Data shown
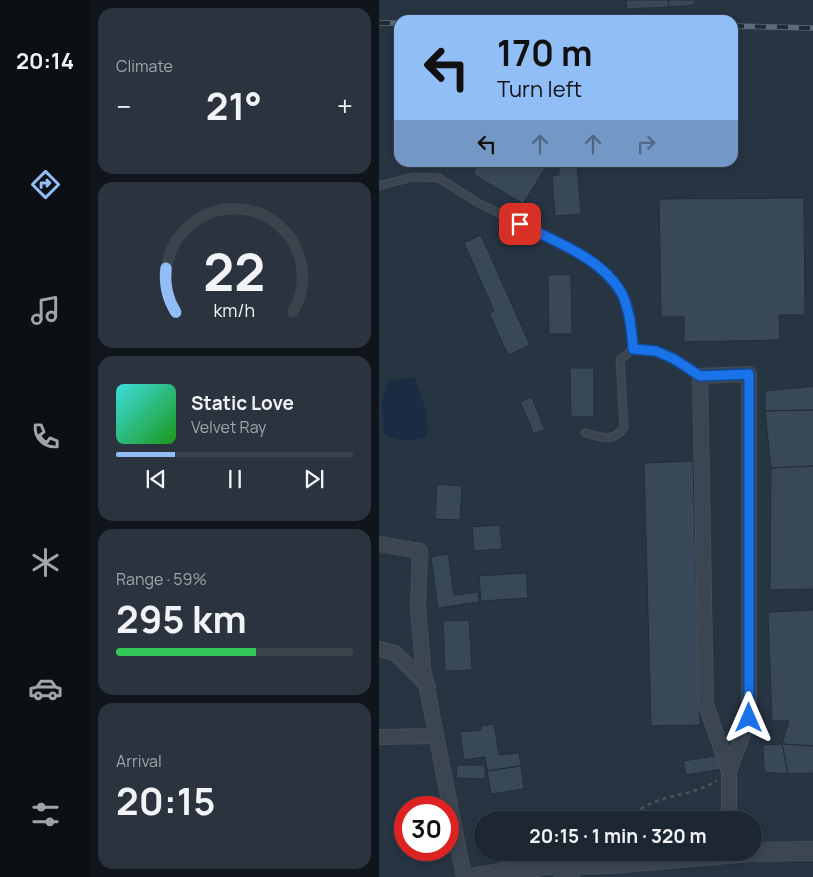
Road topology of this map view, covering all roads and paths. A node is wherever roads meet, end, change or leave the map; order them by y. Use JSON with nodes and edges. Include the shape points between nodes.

* * *

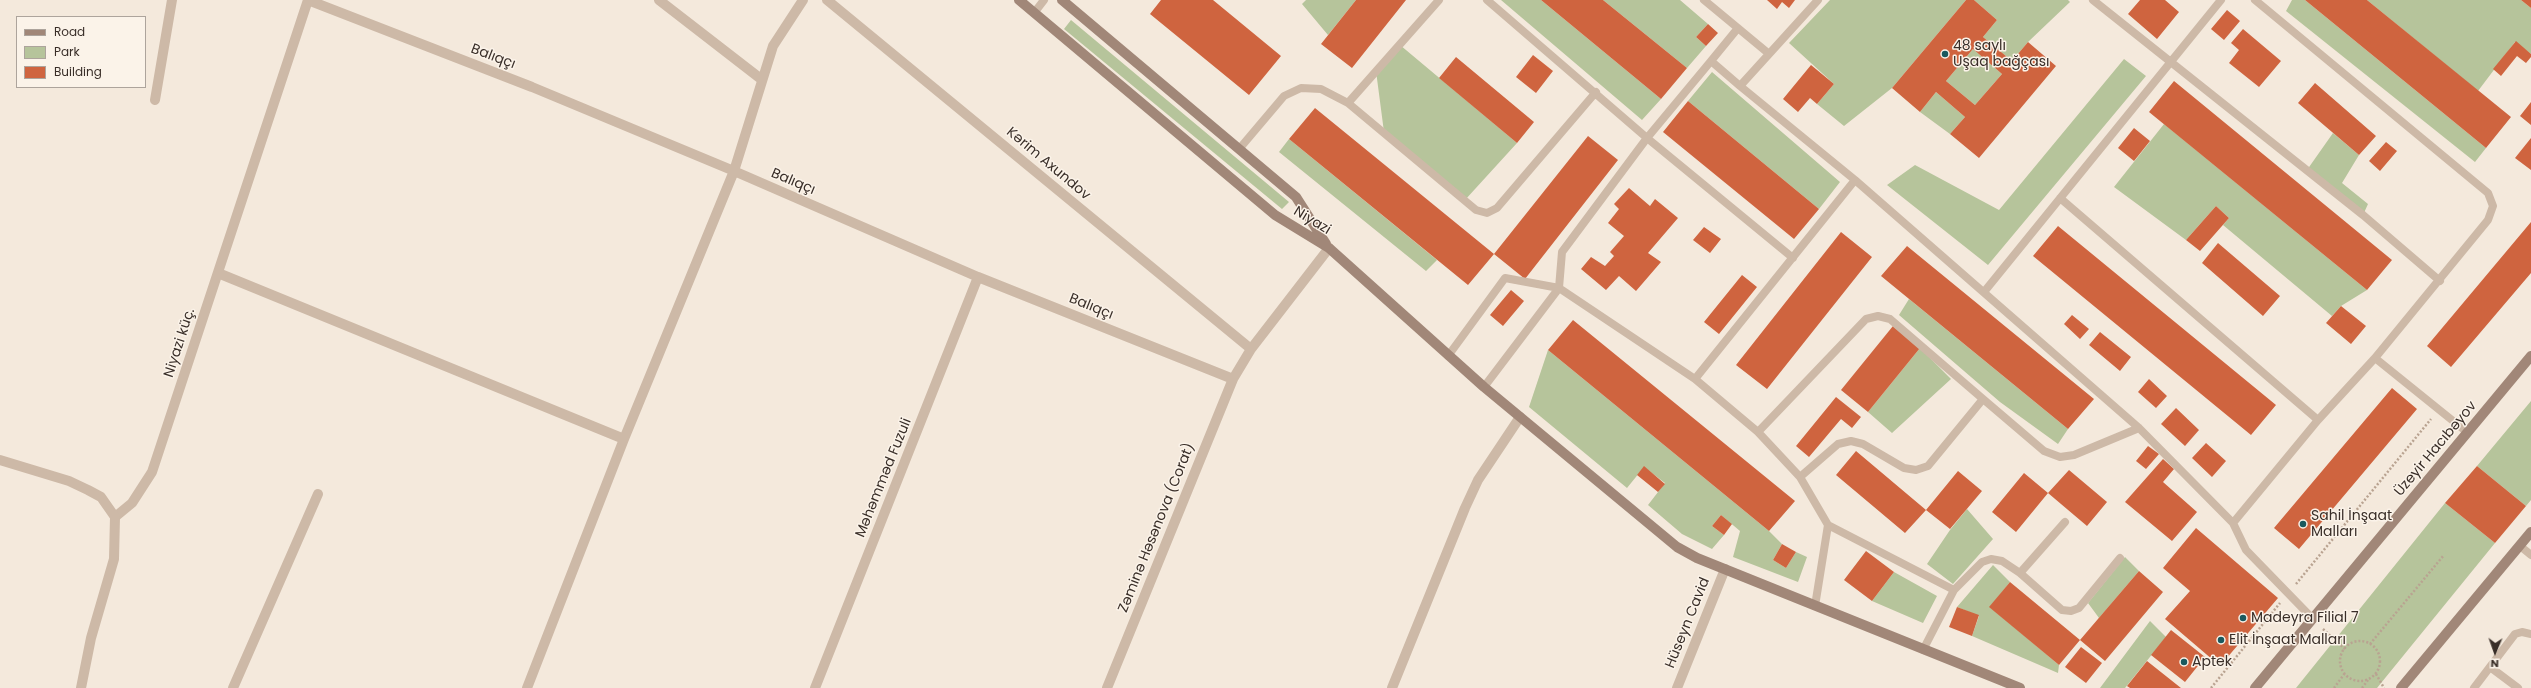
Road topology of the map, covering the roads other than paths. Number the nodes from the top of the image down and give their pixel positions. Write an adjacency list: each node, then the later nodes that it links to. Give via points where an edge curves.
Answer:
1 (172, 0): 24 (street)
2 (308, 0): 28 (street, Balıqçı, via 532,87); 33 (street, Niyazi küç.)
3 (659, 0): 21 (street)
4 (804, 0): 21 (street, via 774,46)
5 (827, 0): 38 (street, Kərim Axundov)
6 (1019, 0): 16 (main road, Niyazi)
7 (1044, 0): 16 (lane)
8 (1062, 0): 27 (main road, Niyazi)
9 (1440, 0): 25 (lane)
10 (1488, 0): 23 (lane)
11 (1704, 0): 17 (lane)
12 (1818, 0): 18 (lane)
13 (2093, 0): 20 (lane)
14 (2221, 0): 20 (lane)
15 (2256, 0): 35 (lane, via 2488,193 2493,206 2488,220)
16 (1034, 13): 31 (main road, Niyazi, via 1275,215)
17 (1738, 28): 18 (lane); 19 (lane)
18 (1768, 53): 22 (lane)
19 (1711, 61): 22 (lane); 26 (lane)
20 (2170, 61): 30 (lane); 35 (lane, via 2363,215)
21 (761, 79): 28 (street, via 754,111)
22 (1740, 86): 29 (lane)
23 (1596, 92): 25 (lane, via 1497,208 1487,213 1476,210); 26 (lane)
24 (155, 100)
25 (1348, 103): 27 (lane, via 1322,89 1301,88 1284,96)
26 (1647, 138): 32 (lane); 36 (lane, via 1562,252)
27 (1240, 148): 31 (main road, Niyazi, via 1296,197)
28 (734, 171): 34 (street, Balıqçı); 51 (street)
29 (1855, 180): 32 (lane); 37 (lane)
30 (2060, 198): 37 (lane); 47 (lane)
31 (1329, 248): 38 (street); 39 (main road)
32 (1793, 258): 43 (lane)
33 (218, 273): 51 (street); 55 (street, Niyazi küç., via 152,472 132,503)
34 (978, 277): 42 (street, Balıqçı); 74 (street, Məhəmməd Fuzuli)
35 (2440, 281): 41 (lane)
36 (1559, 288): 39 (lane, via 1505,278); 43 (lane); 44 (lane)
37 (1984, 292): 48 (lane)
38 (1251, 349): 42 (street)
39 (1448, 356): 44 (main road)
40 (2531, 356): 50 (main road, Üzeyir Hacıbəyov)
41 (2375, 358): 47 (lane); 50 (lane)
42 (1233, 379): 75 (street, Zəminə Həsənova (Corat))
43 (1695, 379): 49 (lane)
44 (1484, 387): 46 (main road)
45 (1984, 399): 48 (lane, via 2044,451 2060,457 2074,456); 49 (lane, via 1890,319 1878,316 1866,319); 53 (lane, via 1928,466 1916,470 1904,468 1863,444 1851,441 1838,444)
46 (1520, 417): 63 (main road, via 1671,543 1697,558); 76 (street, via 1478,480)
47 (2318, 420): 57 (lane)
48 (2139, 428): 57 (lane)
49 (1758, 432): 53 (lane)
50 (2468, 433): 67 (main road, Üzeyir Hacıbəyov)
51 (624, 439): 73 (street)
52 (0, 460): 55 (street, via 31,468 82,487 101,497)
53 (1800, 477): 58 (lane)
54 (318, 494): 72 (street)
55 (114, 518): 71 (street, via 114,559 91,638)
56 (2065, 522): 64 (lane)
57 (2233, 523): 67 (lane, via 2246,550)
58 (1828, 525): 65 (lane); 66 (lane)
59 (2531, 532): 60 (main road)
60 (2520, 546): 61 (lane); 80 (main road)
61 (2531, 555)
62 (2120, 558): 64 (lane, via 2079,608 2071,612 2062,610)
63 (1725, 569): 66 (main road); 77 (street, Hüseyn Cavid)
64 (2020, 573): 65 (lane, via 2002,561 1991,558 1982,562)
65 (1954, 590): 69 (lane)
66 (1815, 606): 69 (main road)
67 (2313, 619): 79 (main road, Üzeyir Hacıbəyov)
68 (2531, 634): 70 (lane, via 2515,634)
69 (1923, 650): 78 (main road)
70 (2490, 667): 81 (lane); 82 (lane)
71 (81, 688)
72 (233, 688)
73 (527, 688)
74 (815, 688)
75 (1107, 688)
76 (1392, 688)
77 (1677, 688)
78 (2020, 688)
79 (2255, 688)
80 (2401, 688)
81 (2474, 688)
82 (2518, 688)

==

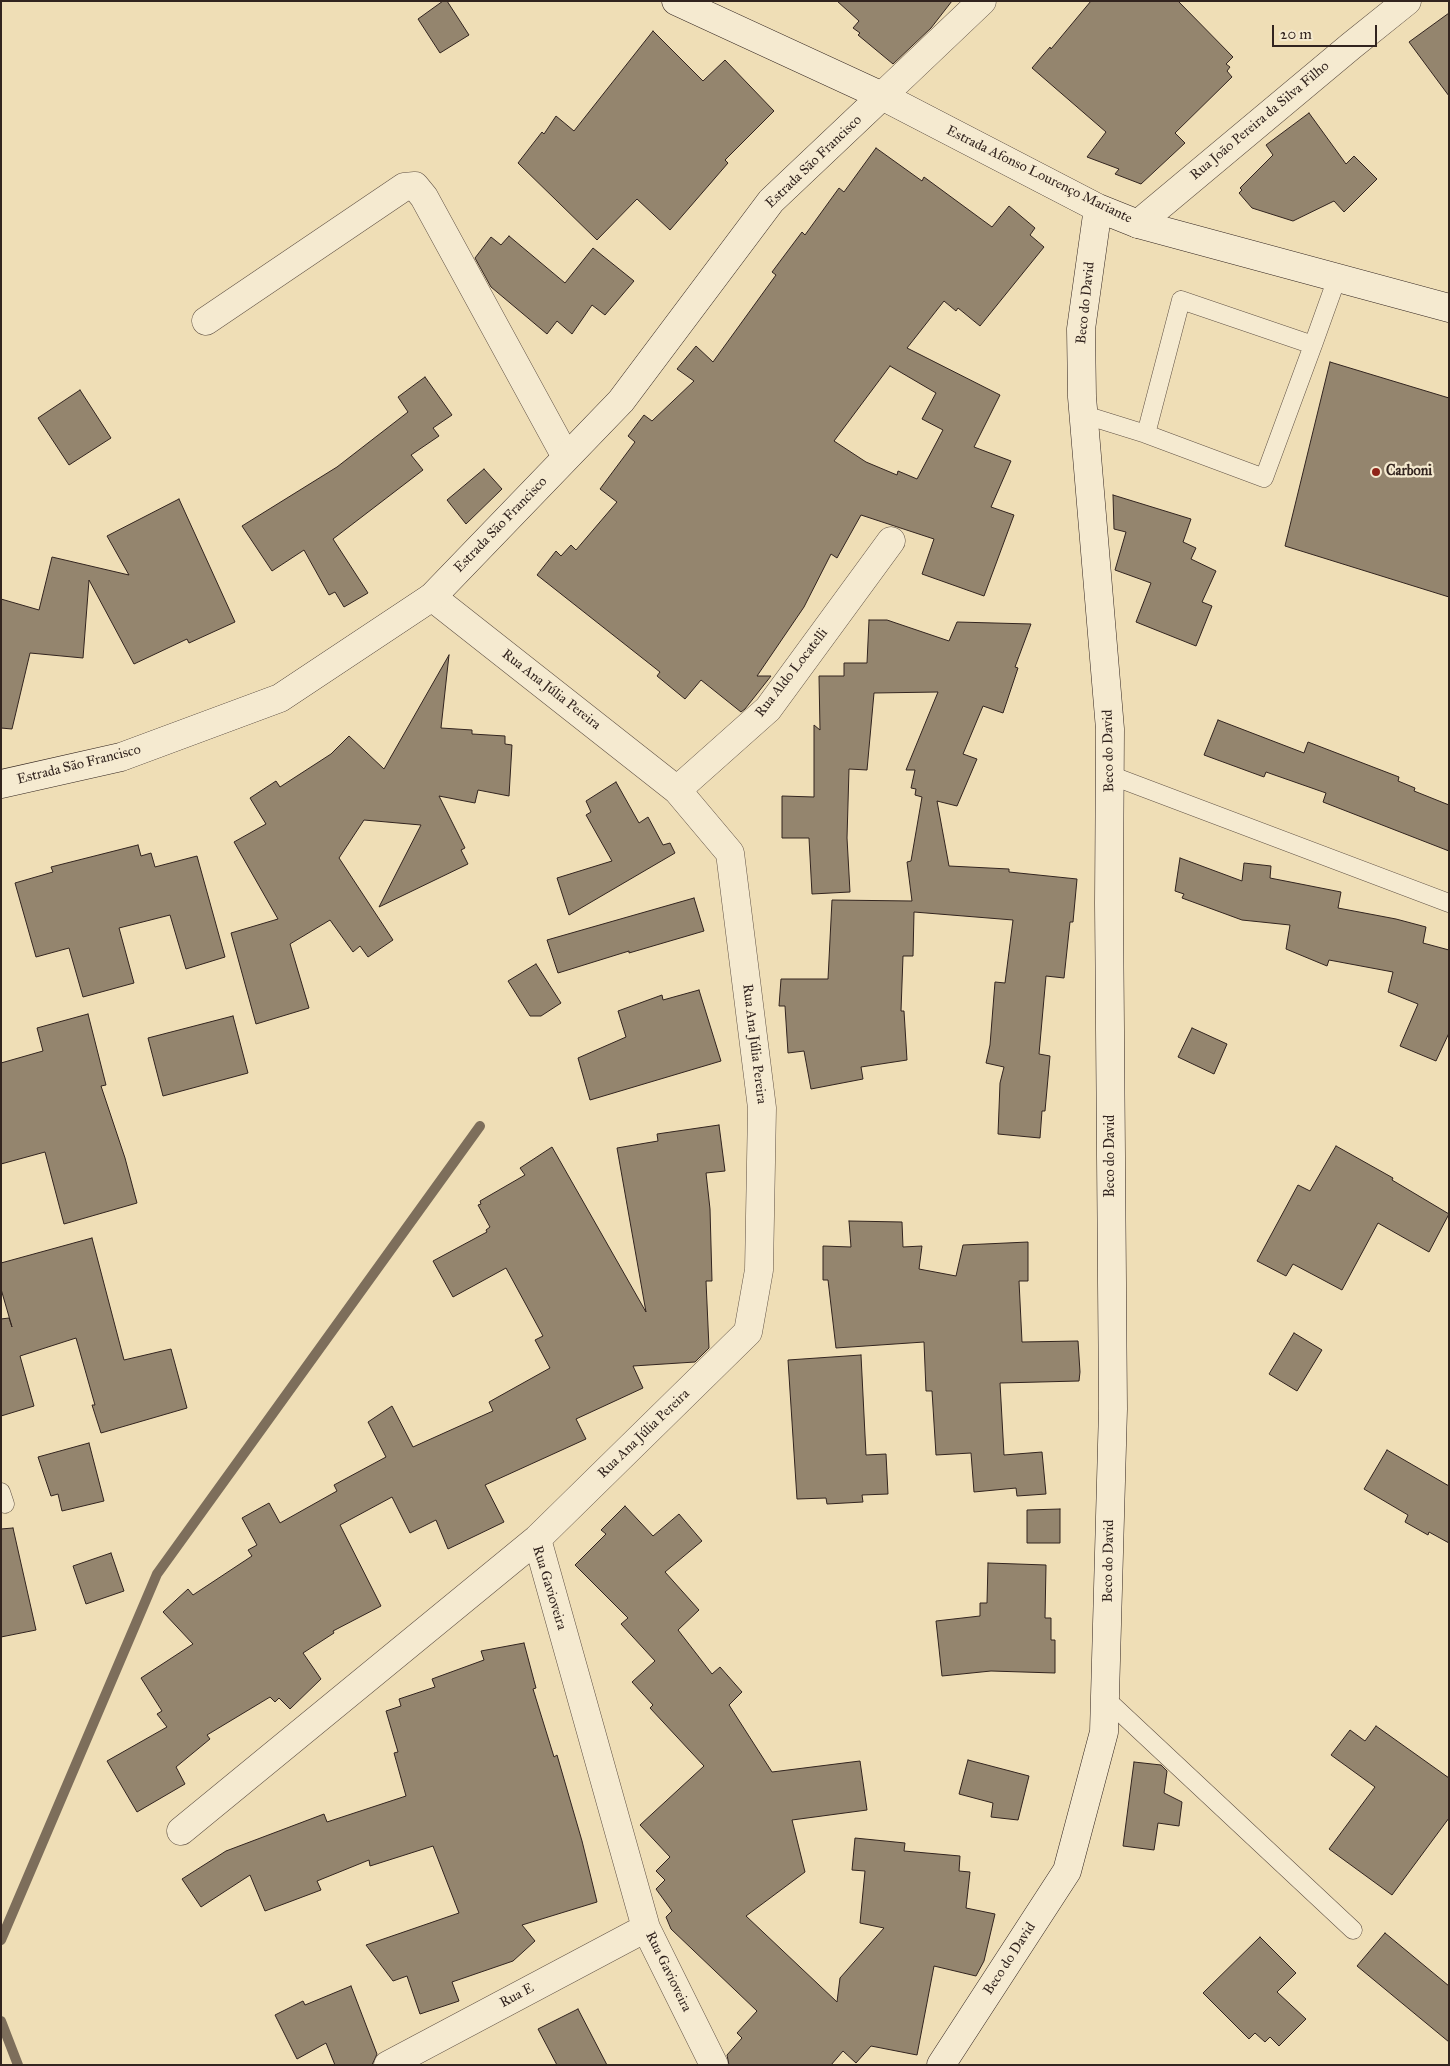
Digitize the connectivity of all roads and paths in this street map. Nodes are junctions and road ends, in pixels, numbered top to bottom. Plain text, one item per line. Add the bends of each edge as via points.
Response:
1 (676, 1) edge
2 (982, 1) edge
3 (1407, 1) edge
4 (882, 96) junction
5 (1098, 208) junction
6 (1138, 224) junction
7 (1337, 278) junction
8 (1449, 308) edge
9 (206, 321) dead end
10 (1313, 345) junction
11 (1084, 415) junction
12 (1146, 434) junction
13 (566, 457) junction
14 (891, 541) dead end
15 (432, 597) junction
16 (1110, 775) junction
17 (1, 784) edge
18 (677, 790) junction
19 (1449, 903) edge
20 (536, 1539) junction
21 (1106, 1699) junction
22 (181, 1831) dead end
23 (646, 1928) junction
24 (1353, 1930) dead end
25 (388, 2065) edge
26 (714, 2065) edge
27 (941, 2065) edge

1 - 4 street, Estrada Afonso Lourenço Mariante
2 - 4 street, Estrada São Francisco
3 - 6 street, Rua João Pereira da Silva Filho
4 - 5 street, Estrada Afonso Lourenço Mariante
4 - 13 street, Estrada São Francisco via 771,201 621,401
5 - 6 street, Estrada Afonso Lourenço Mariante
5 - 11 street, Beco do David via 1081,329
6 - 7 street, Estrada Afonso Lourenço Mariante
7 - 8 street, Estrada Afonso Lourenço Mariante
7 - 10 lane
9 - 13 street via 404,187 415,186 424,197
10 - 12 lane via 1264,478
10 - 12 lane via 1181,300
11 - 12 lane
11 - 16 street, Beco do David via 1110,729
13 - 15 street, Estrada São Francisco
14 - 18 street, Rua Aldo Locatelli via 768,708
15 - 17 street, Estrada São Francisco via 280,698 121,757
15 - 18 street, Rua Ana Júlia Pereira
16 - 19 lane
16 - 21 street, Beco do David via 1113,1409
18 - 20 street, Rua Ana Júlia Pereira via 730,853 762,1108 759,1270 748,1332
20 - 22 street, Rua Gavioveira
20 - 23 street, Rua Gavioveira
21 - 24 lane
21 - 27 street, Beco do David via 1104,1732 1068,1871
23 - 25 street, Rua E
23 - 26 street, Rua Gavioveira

Problem to solve
Whenever a line in the records contains the word "topology", copy that line.

Answer area
Road topology of this map view, covering all roads and paths. A node is wherever roads meet, end, change or leave the map; order them by y. Use JSON with nodes and edges. Include the shape points between nodes.
Road topology of the map, covering the roads other than paths. Number the nodes from the top of the image down and give their pixel positions. Write an adjacency list: each node, then the later nodes that it links to. Give via points where an edge curves.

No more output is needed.